(Data to use)

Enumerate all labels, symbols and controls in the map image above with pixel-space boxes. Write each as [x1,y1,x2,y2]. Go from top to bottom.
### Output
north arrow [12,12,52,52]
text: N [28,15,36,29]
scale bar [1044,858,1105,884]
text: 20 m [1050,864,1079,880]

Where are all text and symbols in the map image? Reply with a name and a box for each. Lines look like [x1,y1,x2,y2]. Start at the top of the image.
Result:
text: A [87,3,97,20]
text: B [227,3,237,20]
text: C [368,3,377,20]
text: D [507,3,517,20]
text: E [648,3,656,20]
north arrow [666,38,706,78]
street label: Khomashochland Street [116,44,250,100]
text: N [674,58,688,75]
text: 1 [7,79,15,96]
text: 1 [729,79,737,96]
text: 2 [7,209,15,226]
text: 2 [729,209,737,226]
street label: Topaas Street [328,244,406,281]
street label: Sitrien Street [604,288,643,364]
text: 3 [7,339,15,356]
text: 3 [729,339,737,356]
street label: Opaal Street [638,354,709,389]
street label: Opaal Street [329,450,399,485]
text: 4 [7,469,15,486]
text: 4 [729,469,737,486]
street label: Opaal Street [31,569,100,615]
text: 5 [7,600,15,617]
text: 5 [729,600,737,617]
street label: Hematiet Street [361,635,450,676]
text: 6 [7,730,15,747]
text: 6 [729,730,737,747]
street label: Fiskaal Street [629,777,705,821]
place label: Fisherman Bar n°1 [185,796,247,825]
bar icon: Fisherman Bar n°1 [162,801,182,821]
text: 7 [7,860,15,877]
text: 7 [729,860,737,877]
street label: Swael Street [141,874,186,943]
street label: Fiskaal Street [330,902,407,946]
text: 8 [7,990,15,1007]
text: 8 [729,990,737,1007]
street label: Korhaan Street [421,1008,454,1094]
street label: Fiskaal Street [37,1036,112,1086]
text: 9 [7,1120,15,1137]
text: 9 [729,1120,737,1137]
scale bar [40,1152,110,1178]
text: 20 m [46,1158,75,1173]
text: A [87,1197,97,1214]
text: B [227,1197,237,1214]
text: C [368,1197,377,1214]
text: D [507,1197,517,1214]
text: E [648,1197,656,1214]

(End Data to use)

Each line from the top of the data, up to and including the line that contains "Where are all", should be set down exactly.

Enumerate all labels, symbols and controls in the map image above with pixel-space boxes. Write each as [x1,y1,x2,y2]. Go from top to bottom.
### Output
north arrow [12,12,52,52]
text: N [28,15,36,29]
scale bar [1044,858,1105,884]
text: 20 m [1050,864,1079,880]

Where are all text and symbols in the map image? Reply with a name and a box for each. Lines look like [x1,y1,x2,y2]. Start at the top of the image.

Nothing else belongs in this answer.